Ora, le slavine che nascono dalla vicenda umana, non presentano uno svolgimento dissimile. Quando ci si chiede, di fronte ad un qualche “cambio di passo verso il buio”, nella Storia di una persona, di una famiglia, di un intero Popolo, o di più Popoli vicini: “Ma, come è stato possibile? Dove guardavano?”; ecco, vengono riecheggiate quella stessa sintesi di incredulità e di pietà rabbiosa, che immancabilmente seguono alla contemplazione dolorosa, al conteggio dei vivi e dei morti, delle rovine e delle mura superstiti.
I segnali. Di fronte a simili domande, poi arriva un saggio, ferreo delle sue certezze di postero, a spiegare ciò che, a cose fatte, in fondo, appare chiaro a tutti. Non si sono colti i segnali: o sono stati ignorati o sono stati fraintesi.
E veniamo a noi, è il caso di dire.
Qui, in Italia, sul terreno politico ed istituzionale, non abbiamo ancora una slavina; ma abbiamo segnali, quanti ne vogliamo.
O meglio: non abbiamo una slavina in atto; ma ne abbiamo avuta una appena ieri, sul piano storico.
Tangentopoli, la messa sotto Accusa Permanente dei Poteri Elettivi: da Palazzo Chigi fino all’ultimo consiglio di quartiere, passando per il Parlamento, di fatto spogliato di ogni reale autonomia, con la vile abdicazione dalla sua Immunità.
Che, sin dalla Magna Charta, è stata garanzia della funzione e, pertanto, doveva anche da noi affermarsi intangibile: se non al prezzo della più cruda restaurazione di un assetto politico ed istituzionale reazionario. Pulpiti, inquisizioni, roghi. Tutto noto.
E stata, anzi, una tale slavina, da far pensare che incomba, latente, una sua ripresa: come se l’energia distruttiva che la sostenne, vasta e profonda, non si fosse ancora consumata; e fosse in attesa di un “secondo tempo”.
E ancor più vastamente distruttivo, più profondamente illiberale.
L’ultimo dei segnali, provenienti dal Governo della Repubblica è: “Togliamo i poteri al capo dello Stato: Un capo dello Stato che presiede il Consiglio superiore della magistratura, capo delle forze armate, non è più in sintonia con il nostro modo di pensare”.

Lo ha mandato, domenica, Grillo: come tutti quelli che contano, in quanto destinati ad essere pedissequamente tradotti in decisione politica. “Beppe”: come affettuosamente lo ha evocato il Presidente del Consiglio Conte, che si è sentito in dovere di compiere verso il Quirinale, una chiamata “di cortesia”.
Dunque, anche questo è un segnale del Governo: giacchè, se Grillo fosse pesato come il sostituto del portiere, o se, pur ammesso “il ruolo”, si fossero ritenute parole di nessuna consistenza politico-programmatica, una simile iniziativa rimarrebbe priva di giustificazione.
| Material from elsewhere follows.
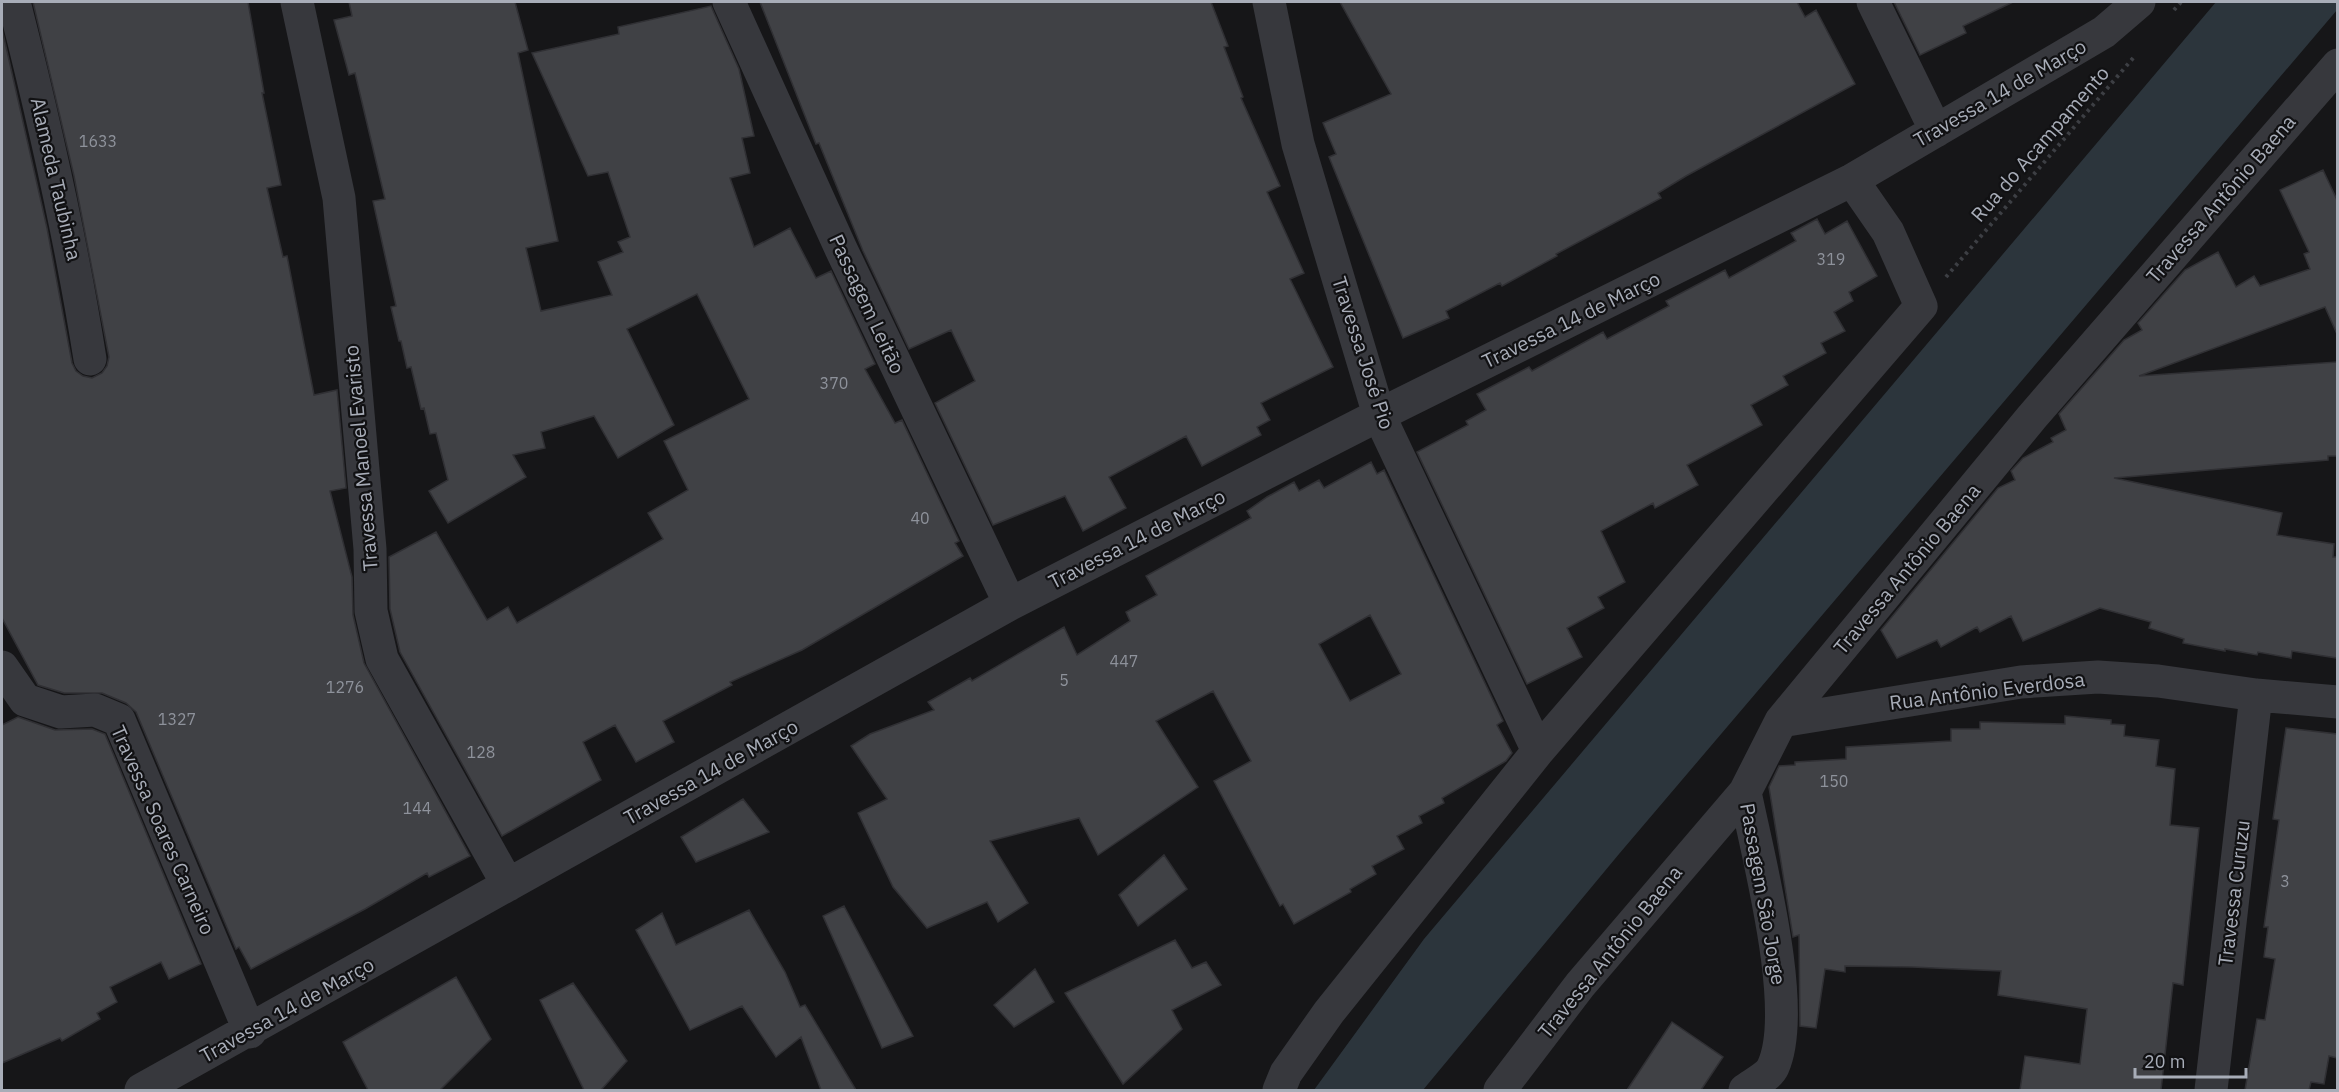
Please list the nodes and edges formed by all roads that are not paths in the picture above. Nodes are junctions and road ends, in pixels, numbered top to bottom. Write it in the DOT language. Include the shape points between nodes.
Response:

E, invece, Conte ha chiamato perchè Grillo “è” il Governo. Ovviamente.
Si badi. Queste “mini-kristallnacht” valgono non per le reazioni che suscitano: ma per quelle che “non” suscitano; servono, proprio grazie alla misura delle “non-reazioni”, a preparare, a persuadere. Così che, quando “accadrà”, non sarà che un “già accaduto” morbidamente, sul registro del cabaret, della parola e non del carro armato; non serve. Si procede un sorriso per volta.
“La Sintonia”; “Il nostro modo di pensare”.
Sicchè, anche il conseguente auspicio dello stesso Conte è “da spartito”: si tratta di parole “da ridimensionare”. Di trascurabile importanza, nemmeno un rutto, ma un ruttino, una cosa quasi simpatica, da bambini che ispirano tenerezza: “lui è fatto così”, infatti, ha infine chiosato con locuzione puntualmente paterna, o fraterna. O servile e impudìca: a voi la scelta .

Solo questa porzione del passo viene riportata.